The widely traded spot gold futures contract snapped four weeks in a row of weekly gains. The yellow metal fell lower during the first have of last week and is currently consolidating losses around the 38.2 percent Fibonacci level and below the key psychological barrier of $1,800 per ounce.
The week’s economic calendar starts off Monday quietly. The headline event should be the publication of the Organization for Petroleum Export Countries (OPEC) monthly crude oil report. The United Kingdom will publish their monthly construction purchasing managers’ index (PMI).
The UK private retail group, BRC, will publish their like-for-like retail sales data. Neither the United States nor the European Union have any economic data scheduled for release. Spot gold traders will likely monitor coronavirus pandemic (Covid-19) headlines as a result.
Daily Spot Gold Technical Analysis
Looking at the above daily MT 4 price chart, the near-term price outlook for spot gold (XAU/USD) looks fairly neutral to bearish as a new trade week begins. The yellow metal is below the one hundred and two hundred (100,200) day simple moving averages. The 14 day relative strength index (RSI) has also moved lower and is below the mid-point.
There is initial technical support lining up at $1,790 per ounce. This is also the 38.2 percent Fibonacci retracement level.

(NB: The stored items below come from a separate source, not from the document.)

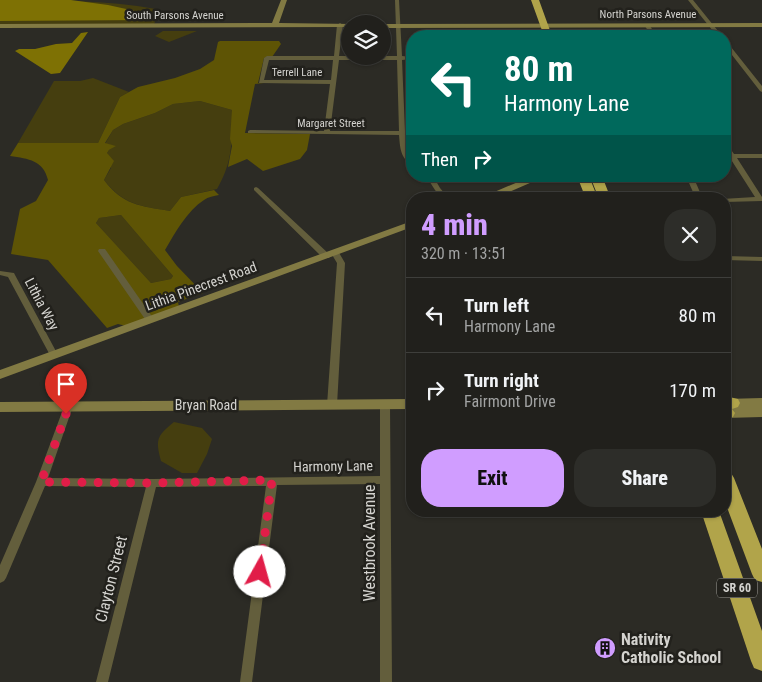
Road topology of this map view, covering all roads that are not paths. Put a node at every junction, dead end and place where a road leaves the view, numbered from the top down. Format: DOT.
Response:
graph roads {
  1 [pos="285,0"];
  2 [pos="398,0"];
  3 [pos="526,0"];
  4 [pos="535,0"];
  5 [pos="690,0"];
  6 [pos="533,22"];
  7 [pos="710,24"];
  8 [pos="340,25"];
  9 [pos="646,25"];
  10 [pos="762,25"];
  11 [pos="0,26"];
  12 [pos="278,26"];
  13 [pos="391,26"];
  14 [pos="398,26"];
  15 [pos="544,26"];
  16 [pos="546,30"];
  17 [pos="650,30"];
  18 [pos="715,30"];
  19 [pos="731,50"];
  20 [pos="336,58"];
  21 [pos="399,58"];
  22 [pos="406,58"];
  23 [pos="753,78"];
  24 [pos="762,78"];
  25 [pos="333,82"];
  26 [pos="762,90"];
  27 [pos="250,132"];
  28 [pos="327,133"];
  29 [pos="401,133"];
  30 [pos="406,133"];
  31 [pos="406,155"];
  32 [pos="731,156"];
  33 [pos="762,156"];
  34 [pos="731,160"];
  35 [pos="530,182"];
  36 [pos="256,189"];
  37 [pos="503,192"];
  38 [pos="731,200"];
  39 [pos="406,226"];
  40 [pos="102,251"];
  41 [pos="331,255"];
  42 [pos="731,258"];
  43 [pos="762,259"];
  44 [pos="0,273"];
  45 [pos="150,320"];
  46 [pos="54,355"];
  47 [pos="0,375"];
  48 [pos="762,403"];
  49 [pos="385,404"];
  50 [pos="406,404"];
  51 [pos="332,405"];
  52 [pos="68,406"];
  53 [pos="0,407"];
  54 [pos="731,407"];
  55 [pos="731,409"];
  56 [pos="762,412"];
  57 [pos="272,480"];
  58 [pos="385,480"];
  59 [pos="41,482"];
  60 [pos="152,483"];
  61 [pos="731,494"];
  62 [pos="712,517"];
  63 [pos="4,555"];
  64 [pos="762,574"];
  65 [pos="0,578"];
  66 [pos="757,632"];
  67 [pos="762,661"];
  68 [pos="102,682"];
  69 [pos="246,682"];
  70 [pos="386,682"];
  1 -- 12 [label="street"];
  2 -- 14 [label="street"];
  3 -- 6 [label="highway"];
  4 -- 15 [label="highway"];
  5 -- 7 [label="street"];
  6 -- 14 [label="street"];
  6 -- 15 [label="street, North Parsons Avenue"];
  7 -- 9 [label="street, North Parsons Avenue"];
  7 -- 10 [label="street, North Parsons Avenue"];
  7 -- 18 [label="street"];
  8 -- 12 [label="street, South Parsons Avenue"];
  8 -- 20 [label="street"];
  9 -- 15 [label="street, North Parsons Avenue"];
  9 -- 17 [label="street"];
  11 -- 12 [label="street, South Parsons Avenue"];
  13 -- 14 [label="street"];
  14 -- 21 [label="street"];
  15 -- 16 [label="highway"];
  19 -- 23 [label="street"];
  20 -- 21 [label="street"];
  20 -- 25 [label="street"];
  20 -- 25 [label="street, Terrell Lane"];
  21 -- 22 [label="street"];
  21 -- 29 [label="street"];
  23 -- 24 [label="street"];
  23 -- 26 [label="street"];
  25 -- 28 [label="street"];
  27 -- 28 [label="street, Margaret Street"];
  28 -- 29 [label="street, Margaret Street"];
  29 -- 30 [label="street, Margaret Street"];
  29 -- 31 [label="street"];
  32 -- 33 [label="street"];
  34 -- 38 [label="street"];
  35 -- 37 [label="street"];
  36 -- 41 [label="street"];
  39 -- 41 [label="street, Lithia Pinecrest Road"];
  40 -- 45 [label="street"];
  41 -- 45 [label="street, Lithia Pinecrest Road"];
  41 -- 51 [label="street"];
  42 -- 43 [label="street"];
  44 -- 46 [label="street, Lithia Way"];
  45 -- 46 [label="street, Lithia Pinecrest Road"];
  46 -- 47 [label="street, Lithia Pinecrest Road"];
  48 -- 54 [label="street"];
  49 -- 50 [label="street, Bryan Road"];
  49 -- 51 [label="street, Bryan Road"];
  49 -- 58 [label="street, Westbrook Avenue"];
  51 -- 52 [label="street, Bryan Road"];
  52 -- 53 [label="street, Bryan Road"];
  52 -- 59 [label="street"];
  55 -- 56 [label="street"];
  57 -- 58 [label="street, Harmony Lane"];
  57 -- 60 [label="street, Harmony Lane"];
  57 -- 69 [label="street"];
  58 -- 70 [label="street, Westbrook Avenue"];
  59 -- 60 [label="street, Harmony Lane"];
  59 -- 63 [label="street"];
  60 -- 68 [label="street, Clayton Street"];
  61 -- 64 [label="highway, SR 60"];
  62 -- 66 [label="highway, SR 60"];
  63 -- 65 [label="street"];
  66 -- 67 [label="highway, SR 60"];
}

A daily close below $1,790 per ounce opens the door to challenge the next downside barrier that lines up at $1,780 per ounce. The next layer of technical support comes into play at the 50 percent Fibonacci retracement level at $1,760 per ounce.
On the upside, the spot contract has near-term technical resistance at the key psychological barrier of $1,800 per ounce. The next upside barrier lines up at the fifty (50) day simple moving.
This layer of term technical resistance comes into focus at $1,810 per ounce. The one hundred day simple moving then comes into the picture at $1,815/20 per ounce.